GOAL OF THE EXERCISE: Print the lines of the data, starting with the first, up to and including the line where "Write the network of all" appears.

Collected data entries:
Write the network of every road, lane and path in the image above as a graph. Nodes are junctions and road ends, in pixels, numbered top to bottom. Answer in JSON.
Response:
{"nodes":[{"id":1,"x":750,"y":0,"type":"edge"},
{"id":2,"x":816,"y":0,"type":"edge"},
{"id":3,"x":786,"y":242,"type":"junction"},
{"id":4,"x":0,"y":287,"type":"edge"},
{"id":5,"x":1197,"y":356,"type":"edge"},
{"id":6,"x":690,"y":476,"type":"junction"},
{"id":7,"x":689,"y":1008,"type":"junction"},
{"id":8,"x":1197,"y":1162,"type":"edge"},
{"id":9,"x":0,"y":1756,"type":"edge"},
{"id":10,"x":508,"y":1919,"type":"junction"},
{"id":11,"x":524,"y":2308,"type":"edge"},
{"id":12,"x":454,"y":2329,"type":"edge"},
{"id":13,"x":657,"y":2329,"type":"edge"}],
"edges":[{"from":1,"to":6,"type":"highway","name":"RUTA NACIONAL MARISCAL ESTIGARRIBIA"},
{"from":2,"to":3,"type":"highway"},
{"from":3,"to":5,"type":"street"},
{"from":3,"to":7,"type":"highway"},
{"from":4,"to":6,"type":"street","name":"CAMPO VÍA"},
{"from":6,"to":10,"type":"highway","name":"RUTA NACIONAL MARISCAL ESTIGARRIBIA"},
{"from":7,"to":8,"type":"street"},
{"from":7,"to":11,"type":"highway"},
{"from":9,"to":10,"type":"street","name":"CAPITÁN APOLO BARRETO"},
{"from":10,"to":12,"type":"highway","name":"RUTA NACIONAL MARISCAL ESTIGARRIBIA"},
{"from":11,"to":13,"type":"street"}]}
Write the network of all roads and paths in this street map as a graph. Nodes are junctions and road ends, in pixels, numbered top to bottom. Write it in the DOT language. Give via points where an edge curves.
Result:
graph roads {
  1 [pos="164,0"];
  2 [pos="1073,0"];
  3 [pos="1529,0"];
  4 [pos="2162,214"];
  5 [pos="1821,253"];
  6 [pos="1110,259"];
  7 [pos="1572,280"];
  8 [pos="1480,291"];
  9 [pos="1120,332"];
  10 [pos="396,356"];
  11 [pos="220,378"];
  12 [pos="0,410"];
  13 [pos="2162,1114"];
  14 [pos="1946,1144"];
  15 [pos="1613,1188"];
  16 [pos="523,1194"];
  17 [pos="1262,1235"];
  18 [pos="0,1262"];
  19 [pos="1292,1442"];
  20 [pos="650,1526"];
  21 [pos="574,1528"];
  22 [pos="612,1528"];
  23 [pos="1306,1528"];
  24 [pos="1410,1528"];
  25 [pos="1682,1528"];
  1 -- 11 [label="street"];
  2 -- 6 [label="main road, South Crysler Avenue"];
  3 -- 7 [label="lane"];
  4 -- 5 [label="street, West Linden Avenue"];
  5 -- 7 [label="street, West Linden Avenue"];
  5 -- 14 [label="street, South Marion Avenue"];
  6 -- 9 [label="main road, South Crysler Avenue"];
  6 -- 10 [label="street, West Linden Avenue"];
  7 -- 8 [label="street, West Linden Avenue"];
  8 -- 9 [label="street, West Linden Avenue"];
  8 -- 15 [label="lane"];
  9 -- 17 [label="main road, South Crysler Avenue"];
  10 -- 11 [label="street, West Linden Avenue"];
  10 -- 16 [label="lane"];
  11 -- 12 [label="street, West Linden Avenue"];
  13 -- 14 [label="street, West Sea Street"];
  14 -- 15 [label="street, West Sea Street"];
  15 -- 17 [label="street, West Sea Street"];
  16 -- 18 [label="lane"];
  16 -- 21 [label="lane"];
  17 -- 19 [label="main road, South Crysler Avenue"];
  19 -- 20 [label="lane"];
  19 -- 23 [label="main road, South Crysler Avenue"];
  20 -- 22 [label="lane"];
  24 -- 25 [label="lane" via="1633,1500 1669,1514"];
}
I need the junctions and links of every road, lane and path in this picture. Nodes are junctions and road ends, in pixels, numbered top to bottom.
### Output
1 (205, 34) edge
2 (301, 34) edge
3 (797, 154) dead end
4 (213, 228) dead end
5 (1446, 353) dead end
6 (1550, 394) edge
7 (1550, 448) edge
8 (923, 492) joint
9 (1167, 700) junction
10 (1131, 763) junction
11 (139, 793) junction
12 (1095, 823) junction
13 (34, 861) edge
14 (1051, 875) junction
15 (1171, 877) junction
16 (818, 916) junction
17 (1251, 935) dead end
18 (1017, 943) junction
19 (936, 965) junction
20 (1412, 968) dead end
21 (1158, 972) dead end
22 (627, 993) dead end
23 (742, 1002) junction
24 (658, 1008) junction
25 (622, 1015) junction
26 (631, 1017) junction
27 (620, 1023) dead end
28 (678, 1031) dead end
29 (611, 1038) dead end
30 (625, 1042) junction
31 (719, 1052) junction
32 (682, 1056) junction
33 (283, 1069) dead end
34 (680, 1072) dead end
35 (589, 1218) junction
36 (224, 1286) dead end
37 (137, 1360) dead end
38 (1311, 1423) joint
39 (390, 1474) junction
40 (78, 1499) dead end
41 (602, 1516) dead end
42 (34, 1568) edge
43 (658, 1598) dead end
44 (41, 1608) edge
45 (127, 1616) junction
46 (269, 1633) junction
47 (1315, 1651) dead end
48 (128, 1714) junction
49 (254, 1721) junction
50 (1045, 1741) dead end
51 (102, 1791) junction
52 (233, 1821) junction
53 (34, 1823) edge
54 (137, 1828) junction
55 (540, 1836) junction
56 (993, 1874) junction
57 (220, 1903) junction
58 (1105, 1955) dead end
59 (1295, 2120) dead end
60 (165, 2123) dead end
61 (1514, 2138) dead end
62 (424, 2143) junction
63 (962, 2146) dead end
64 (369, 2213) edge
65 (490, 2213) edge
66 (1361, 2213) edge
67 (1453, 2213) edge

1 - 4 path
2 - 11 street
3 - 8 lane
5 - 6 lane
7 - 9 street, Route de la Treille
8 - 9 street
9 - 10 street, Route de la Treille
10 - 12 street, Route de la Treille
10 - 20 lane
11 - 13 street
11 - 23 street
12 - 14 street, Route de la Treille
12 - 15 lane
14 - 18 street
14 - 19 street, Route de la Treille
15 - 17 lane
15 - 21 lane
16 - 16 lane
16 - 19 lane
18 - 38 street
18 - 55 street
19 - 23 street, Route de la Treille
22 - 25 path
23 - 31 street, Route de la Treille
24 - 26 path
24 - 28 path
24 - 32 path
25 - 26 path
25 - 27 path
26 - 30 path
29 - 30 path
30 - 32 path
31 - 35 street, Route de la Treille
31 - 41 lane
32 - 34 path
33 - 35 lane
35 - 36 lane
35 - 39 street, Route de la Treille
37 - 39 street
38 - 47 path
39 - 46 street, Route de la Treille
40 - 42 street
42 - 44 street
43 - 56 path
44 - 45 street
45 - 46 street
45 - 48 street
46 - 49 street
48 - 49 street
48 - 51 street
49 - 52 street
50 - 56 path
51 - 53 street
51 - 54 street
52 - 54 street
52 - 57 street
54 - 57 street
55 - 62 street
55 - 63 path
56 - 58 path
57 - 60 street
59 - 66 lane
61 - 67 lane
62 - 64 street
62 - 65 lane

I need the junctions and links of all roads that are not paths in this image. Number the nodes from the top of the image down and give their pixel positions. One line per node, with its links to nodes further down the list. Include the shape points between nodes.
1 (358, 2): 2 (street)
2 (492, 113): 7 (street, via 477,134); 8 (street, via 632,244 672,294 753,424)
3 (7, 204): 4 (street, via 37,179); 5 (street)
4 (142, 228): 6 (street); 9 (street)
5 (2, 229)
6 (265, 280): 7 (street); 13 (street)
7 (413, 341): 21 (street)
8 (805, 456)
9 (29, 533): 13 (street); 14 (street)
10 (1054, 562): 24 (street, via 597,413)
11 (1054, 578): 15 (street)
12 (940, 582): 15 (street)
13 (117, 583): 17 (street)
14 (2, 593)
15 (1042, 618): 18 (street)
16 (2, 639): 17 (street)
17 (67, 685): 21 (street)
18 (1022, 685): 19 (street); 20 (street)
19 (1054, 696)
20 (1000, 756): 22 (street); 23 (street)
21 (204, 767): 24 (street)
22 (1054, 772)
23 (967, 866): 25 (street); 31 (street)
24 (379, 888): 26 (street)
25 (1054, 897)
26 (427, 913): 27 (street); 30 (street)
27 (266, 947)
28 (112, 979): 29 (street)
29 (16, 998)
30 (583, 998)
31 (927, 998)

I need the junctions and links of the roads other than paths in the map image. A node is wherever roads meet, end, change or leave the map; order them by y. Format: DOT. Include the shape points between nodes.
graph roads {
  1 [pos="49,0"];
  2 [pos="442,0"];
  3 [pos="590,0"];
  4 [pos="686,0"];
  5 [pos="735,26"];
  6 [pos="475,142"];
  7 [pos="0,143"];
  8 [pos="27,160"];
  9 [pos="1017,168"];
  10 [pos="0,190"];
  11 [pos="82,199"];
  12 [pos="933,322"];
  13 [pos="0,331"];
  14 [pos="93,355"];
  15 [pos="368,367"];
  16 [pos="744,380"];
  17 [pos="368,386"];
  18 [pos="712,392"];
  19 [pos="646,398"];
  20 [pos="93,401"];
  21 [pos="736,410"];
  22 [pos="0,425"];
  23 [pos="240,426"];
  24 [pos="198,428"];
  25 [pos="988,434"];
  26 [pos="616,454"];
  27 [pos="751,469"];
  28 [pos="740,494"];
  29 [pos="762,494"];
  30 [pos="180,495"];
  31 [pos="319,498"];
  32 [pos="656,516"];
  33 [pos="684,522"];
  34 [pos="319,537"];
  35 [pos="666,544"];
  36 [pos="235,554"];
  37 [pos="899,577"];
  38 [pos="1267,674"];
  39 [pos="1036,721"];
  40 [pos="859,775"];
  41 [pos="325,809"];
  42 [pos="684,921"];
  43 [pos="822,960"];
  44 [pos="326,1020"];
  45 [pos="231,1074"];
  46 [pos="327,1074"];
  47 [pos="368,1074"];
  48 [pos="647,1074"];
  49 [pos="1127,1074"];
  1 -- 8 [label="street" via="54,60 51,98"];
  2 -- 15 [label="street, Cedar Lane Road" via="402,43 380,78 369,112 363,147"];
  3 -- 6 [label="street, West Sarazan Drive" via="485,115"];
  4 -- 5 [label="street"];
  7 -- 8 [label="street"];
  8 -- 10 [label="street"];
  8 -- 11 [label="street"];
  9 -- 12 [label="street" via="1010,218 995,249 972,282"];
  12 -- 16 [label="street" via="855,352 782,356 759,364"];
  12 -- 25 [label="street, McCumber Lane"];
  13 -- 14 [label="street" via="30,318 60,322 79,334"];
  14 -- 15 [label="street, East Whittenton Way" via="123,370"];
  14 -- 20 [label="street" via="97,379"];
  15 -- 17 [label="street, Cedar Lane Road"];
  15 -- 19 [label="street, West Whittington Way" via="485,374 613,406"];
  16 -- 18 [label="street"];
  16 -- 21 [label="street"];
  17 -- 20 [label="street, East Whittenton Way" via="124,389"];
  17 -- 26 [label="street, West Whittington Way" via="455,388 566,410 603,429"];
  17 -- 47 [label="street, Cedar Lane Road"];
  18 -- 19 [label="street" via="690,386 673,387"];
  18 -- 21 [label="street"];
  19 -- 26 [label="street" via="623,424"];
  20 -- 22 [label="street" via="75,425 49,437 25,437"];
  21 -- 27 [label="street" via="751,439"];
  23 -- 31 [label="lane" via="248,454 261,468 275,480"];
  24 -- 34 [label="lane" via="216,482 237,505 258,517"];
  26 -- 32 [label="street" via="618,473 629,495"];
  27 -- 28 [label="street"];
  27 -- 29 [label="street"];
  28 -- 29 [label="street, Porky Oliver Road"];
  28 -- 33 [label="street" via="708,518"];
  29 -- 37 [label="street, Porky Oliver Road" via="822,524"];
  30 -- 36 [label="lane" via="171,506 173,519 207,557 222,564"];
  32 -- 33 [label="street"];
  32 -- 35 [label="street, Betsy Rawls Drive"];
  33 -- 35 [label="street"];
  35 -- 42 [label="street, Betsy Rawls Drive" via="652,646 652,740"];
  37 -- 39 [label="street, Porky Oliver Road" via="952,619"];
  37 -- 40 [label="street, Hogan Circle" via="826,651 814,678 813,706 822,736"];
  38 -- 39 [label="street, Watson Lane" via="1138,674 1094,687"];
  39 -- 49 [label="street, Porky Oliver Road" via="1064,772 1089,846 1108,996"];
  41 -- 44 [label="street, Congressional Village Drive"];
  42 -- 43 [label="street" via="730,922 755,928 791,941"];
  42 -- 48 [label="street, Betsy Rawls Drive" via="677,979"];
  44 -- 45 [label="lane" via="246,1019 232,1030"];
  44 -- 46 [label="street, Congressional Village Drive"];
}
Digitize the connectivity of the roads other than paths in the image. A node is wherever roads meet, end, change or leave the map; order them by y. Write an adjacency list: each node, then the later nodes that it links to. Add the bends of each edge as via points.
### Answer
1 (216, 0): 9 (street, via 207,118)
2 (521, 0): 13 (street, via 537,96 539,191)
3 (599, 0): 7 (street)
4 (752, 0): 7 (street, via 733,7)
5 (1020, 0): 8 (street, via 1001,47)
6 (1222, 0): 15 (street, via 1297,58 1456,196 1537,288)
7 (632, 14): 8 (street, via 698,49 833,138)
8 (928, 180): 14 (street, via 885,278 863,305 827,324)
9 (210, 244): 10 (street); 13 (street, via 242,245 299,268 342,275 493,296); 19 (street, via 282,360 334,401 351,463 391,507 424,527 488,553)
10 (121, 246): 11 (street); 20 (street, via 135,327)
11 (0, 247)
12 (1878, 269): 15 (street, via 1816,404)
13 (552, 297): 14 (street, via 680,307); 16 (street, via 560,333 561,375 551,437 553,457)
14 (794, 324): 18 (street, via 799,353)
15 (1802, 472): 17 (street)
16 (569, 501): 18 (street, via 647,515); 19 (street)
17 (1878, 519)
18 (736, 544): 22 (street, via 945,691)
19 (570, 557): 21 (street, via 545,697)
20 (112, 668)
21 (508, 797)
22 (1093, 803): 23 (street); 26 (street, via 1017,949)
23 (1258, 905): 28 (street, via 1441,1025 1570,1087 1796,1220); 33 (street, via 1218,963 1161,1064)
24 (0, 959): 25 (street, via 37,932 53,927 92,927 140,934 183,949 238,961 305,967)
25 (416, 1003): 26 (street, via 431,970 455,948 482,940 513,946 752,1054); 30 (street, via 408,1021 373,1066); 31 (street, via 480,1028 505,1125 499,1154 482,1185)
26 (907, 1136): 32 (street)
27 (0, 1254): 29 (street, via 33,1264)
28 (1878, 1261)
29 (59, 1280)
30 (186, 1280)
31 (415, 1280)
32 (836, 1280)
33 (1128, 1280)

WRITTEN ANSWER:
Write the network of every road, lane and path in the image above as a graph. Nodes are junctions and road ends, in pixels, numbered top to bottom. Answer in JSON.
Response:
{"nodes":[{"id":1,"x":750,"y":0,"type":"edge"},
{"id":2,"x":816,"y":0,"type":"edge"},
{"id":3,"x":786,"y":242,"type":"junction"},
{"id":4,"x":0,"y":287,"type":"edge"},
{"id":5,"x":1197,"y":356,"type":"edge"},
{"id":6,"x":690,"y":476,"type":"junction"},
{"id":7,"x":689,"y":1008,"type":"junction"},
{"id":8,"x":1197,"y":1162,"type":"edge"},
{"id":9,"x":0,"y":1756,"type":"edge"},
{"id":10,"x":508,"y":1919,"type":"junction"},
{"id":11,"x":524,"y":2308,"type":"edge"},
{"id":12,"x":454,"y":2329,"type":"edge"},
{"id":13,"x":657,"y":2329,"type":"edge"}],
"edges":[{"from":1,"to":6,"type":"highway","name":"RUTA NACIONAL MARISCAL ESTIGARRIBIA"},
{"from":2,"to":3,"type":"highway"},
{"from":3,"to":5,"type":"street"},
{"from":3,"to":7,"type":"highway"},
{"from":4,"to":6,"type":"street","name":"CAMPO VÍA"},
{"from":6,"to":10,"type":"highway","name":"RUTA NACIONAL MARISCAL ESTIGARRIBIA"},
{"from":7,"to":8,"type":"street"},
{"from":7,"to":11,"type":"highway"},
{"from":9,"to":10,"type":"street","name":"CAPITÁN APOLO BARRETO"},
{"from":10,"to":12,"type":"highway","name":"RUTA NACIONAL MARISCAL ESTIGARRIBIA"},
{"from":11,"to":13,"type":"street"}]}
Write the network of all roads and paths in this street map as a graph. Nodes are junctions and road ends, in pixels, numbered top to bottom. Write it in the DOT language. Give via points where an edge curves.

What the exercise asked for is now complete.